Eles entendem que Isso deve acalmar as principais preocupações dos investidores. "Com ou sem a venda dos portos, vemos fundamentos sólidos, já que a CK Hutchison conseguiu impulsionar o crescimento em todos os seus principais segmentos de negócios." A Sixt observou que havia uma possibilidade razoável de que as discussões levassem a um acordo mutuamente benéfico para todas as partes.
Os analistas alertaram, contudo, que o acordo não poderia ser finalizado este ano devido à sua complexidade e magnitude. Transação controversa Em março, a CK Hutchison anunciou um acordo de US$ 23 bilhões para vender seus 43 portos fora da China — incluindo os dois no Canal do Panamá — para um consórcio liderado pela BlackRock, com sede nos EUA. A medida, que foi criticada por analistas pró-Pequim, ocorreu após o ex-presidente americano Donald Trump prometer "retomar" o Canal do Panamá do que ele chamou de "influência chinesa".
No entanto, após o término do acordo em julho, a CK Hutchison revelou um plano para convidar uma empresa chinesa para se juntar ao consórcio, amenizando as preocupações de Pequim. A empresa não revelou o nome do parceiro, mas uma reportagem da Bloomberg indicou que se trata da Cosco Shipping.
"O novo investidor estará otimista com as transações portuárias da CK Hutchison para obter a aprovação dos órgãos reguladores antitruste da China", disse Kenny Tang Sing-hing, presidente do Instituto de Analistas Financeiros e Comentarista Profissionais de Hong Kong.
O banco suíço UBS observou que a apresentação da CK Hutchison indicava que "as discussões sobre a transação portuária ainda estavam em andamento". O UBS mantém a recomendação de "compra" para o conglomerado, que reportou um aumento de 11% no lucro subjacente no primeiro semestre, superando suas estimativas. "A melhora é explicada principalmente pelo melhor desempenho em todos os segmentos", afirmaram os analistas do UBS, John Lam, Agnus Ho e Ben Ho, em um relatório divulgado nos últimos dias.
Separadamente, o HSBC publicou um relatório em agosto, observando que a CK Hutchison pode gerar mais valor de suas divisões de negócios. Qualquer desinvestimento bem-sucedido de ativos poderia ajudar a gerar esse valor. Os especialistas acreditamo que seus negócios em geral estejam se estabilizando e que 2025 será o ano em que a CK Hutchison retomará o crescimento dos lucros.
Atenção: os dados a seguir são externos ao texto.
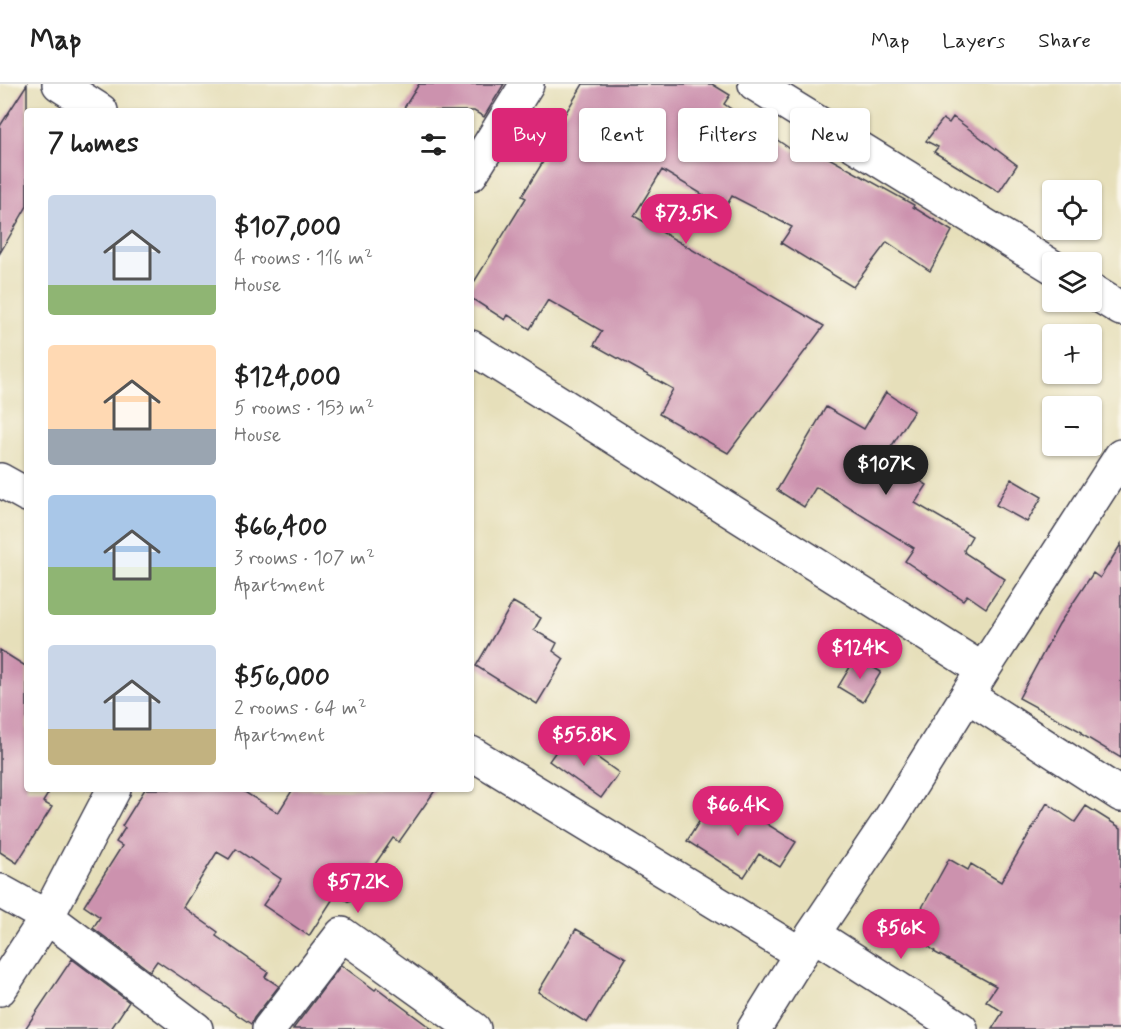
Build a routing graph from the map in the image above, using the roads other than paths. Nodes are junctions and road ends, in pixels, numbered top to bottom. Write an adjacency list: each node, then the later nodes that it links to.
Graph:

O Morgan Stanley também destacou que o crescimento de 11% dos lucros da CK Hutchison foi melhor do que a estimativa. O banco sustentou que uma venda bem-sucedida da divisão portuária seria um fator positivo para o conglomerado. Os investidores provavelmente permanecerão focados no progresso do negócio portuário e na capacidade da empresa de manter seu fluxo de caixa e o crescimento dos dividendos, disse Louis Wong, diretor-gerente da Phillip Capital Management (Hong Kong).
“Embora as operações subjacentes tenham demonstrado resiliência, perdas extraordinárias e desafios externos — como preços de commodities e obstáculos regulatórios para a venda dos portos — limitam as perspectivas”, observou Wong. As ações da CK Hutchison caíram 1%, para HK$ 51,45 (US$ 6,56), em 15 de agosto, online, com o Índice Hang Seng também recuando 1% no dia.